JCI was in the red zone in the start of last week. On Monday’s trading (09/16), JCI gave up gains as consumer stocks tumbled on grounds of the hike of 23% on cigarette excise tax and 35% on cigarettes retail selling price. GGRM and HMSP hit hardest by the tax hike tumbled to 20.64% and 18.21%, respectively. Fears of the cigarette makers’ tumbling path ahead, foreign investors pulled their funds of IDR538 billion out from JCI. The domestic hiccup in JCI’s Monday moves was exacerbated by geopolitical turmoil arising from the attack on Saudi Aramco’s two oil facilities. The attack sent crude oil prices to skyrocket and escalated the proxy war between Iran and Saudi Arabia, with the possibility of the US to drag in.

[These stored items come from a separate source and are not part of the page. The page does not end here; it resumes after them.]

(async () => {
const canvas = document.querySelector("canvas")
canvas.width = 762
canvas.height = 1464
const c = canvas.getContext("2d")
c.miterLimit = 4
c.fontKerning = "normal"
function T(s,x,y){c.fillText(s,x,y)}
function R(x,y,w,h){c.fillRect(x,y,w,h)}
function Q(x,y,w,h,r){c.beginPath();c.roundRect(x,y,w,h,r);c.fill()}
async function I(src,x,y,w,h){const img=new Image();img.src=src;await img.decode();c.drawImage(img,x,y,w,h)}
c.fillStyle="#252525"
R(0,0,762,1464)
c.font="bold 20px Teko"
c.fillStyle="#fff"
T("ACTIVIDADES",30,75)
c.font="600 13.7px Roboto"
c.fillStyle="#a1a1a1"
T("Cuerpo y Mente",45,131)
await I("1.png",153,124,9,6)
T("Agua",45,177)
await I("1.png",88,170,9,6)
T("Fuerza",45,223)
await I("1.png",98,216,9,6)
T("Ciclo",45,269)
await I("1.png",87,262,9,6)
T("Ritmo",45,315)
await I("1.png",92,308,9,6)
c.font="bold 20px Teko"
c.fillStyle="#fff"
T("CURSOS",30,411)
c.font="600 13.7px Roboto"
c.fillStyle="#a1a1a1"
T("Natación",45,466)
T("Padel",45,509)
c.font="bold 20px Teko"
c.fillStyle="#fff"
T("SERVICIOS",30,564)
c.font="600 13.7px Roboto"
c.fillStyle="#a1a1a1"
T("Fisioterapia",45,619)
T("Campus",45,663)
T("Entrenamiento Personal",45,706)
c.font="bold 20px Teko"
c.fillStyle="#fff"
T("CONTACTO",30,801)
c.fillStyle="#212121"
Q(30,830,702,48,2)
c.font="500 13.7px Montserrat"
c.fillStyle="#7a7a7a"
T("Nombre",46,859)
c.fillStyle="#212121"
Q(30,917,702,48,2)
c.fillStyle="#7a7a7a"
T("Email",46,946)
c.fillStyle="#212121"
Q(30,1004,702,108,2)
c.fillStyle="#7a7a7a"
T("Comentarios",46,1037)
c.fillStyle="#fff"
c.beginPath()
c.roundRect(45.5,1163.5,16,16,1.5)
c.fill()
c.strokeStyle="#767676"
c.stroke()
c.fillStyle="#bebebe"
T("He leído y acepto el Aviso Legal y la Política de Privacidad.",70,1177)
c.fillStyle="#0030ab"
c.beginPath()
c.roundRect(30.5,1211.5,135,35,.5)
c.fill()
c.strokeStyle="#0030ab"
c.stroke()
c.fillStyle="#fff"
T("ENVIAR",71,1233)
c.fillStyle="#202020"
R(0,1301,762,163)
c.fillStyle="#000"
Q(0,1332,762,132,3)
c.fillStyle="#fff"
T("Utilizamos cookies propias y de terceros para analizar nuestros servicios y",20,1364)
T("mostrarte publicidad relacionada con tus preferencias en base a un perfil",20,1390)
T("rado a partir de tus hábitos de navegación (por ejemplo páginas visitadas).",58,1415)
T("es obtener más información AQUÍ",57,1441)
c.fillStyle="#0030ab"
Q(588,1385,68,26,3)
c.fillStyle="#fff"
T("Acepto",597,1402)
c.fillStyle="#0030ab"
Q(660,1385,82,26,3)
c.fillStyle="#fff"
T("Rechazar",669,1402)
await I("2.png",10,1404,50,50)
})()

JCI’s two-day rebounding streak was payback for Monday’s tepid close. FOMC’s two-day meeting on Sept. 18-19 agreed to cut FFR by 25 bps to 1.75%-2.00%, as widely anticipated. That proved a boost for JCI rallying
moves on Sept. 18-19 amid bearish Asia markets. On Thursday (09/19), Bank Indonesia, imitating the Fed’s move, took a looser monetary stance on 25 bps rate cut to 5.25%. On Friday, Sept. 20, JCI was at a tepid close. Its performance was in contrast to most of its Asia peers rallying after the People’s Bank of China (PBOC) cut lending facility.